• What to work on: Would you copy out the following entries exactly, without any of the pictures?

• Task input:
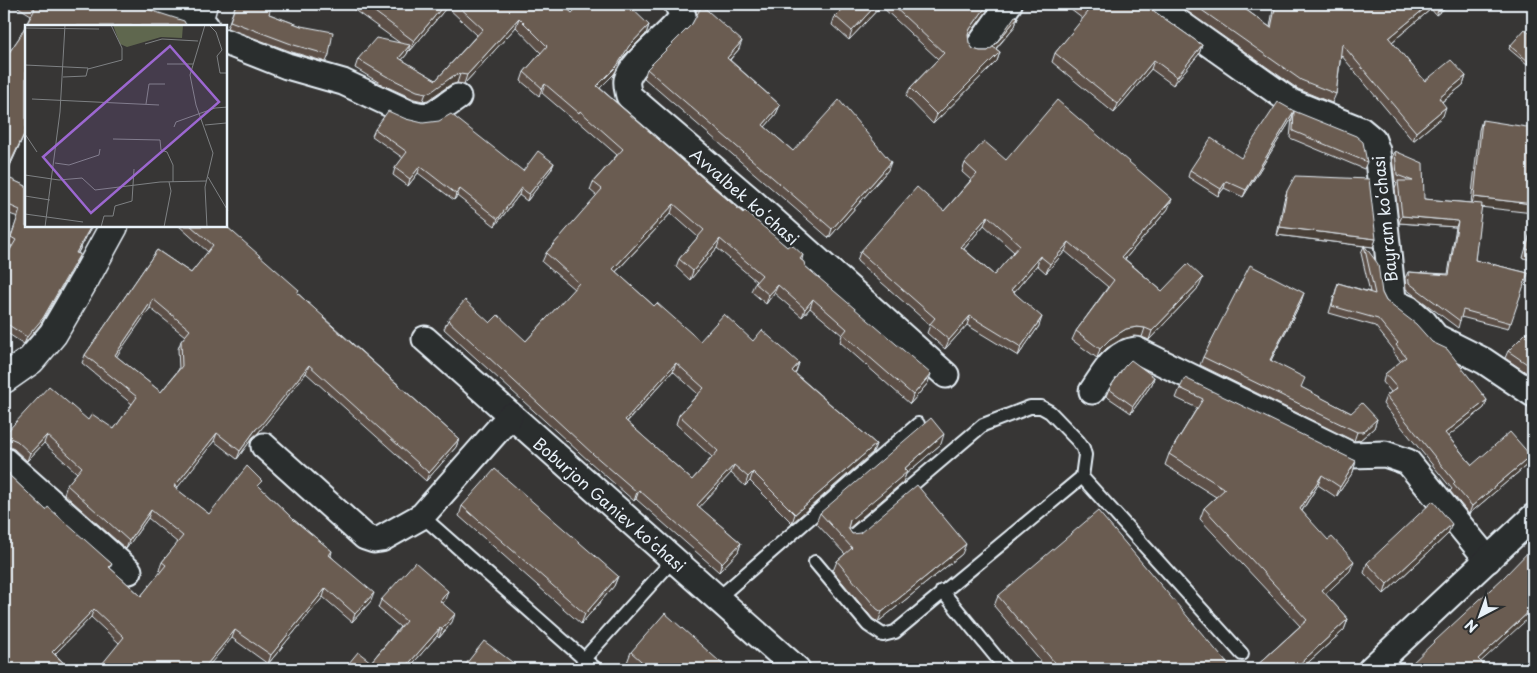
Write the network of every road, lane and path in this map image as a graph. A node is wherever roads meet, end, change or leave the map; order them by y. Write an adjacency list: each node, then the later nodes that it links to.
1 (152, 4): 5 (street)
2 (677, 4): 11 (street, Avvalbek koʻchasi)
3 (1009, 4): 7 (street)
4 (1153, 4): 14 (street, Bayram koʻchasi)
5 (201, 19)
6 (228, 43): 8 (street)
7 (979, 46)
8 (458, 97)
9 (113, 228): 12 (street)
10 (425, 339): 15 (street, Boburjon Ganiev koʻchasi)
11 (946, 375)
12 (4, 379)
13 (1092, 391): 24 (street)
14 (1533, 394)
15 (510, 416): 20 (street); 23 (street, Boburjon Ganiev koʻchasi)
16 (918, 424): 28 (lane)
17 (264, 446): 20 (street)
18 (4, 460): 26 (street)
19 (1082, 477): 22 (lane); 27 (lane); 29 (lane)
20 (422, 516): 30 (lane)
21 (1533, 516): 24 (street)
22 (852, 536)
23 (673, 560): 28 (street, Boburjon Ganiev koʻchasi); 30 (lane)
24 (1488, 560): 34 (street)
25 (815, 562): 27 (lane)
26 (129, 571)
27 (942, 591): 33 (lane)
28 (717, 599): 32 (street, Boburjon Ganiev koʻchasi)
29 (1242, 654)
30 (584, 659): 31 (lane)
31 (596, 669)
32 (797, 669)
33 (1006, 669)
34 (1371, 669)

• Final answer:
Write the network of every road, lane and path in this map image as a graph. A node is wherever roads meet, end, change or leave the map; order them by y. Write an adjacency list: each node, then the later nodes that it links to.
1 (152, 4): 5 (street)
2 (677, 4): 11 (street, Avvalbek koʻchasi)
3 (1009, 4): 7 (street)
4 (1153, 4): 14 (street, Bayram koʻchasi)
5 (201, 19)
6 (228, 43): 8 (street)
7 (979, 46)
8 (458, 97)
9 (113, 228): 12 (street)
10 (425, 339): 15 (street, Boburjon Ganiev koʻchasi)
11 (946, 375)
12 (4, 379)
13 (1092, 391): 24 (street)
14 (1533, 394)
15 (510, 416): 20 (street); 23 (street, Boburjon Ganiev koʻchasi)
16 (918, 424): 28 (lane)
17 (264, 446): 20 (street)
18 (4, 460): 26 (street)
19 (1082, 477): 22 (lane); 27 (lane); 29 (lane)
20 (422, 516): 30 (lane)
21 (1533, 516): 24 (street)
22 (852, 536)
23 (673, 560): 28 (street, Boburjon Ganiev koʻchasi); 30 (lane)
24 (1488, 560): 34 (street)
25 (815, 562): 27 (lane)
26 (129, 571)
27 (942, 591): 33 (lane)
28 (717, 599): 32 (street, Boburjon Ganiev koʻchasi)
29 (1242, 654)
30 (584, 659): 31 (lane)
31 (596, 669)
32 (797, 669)
33 (1006, 669)
34 (1371, 669)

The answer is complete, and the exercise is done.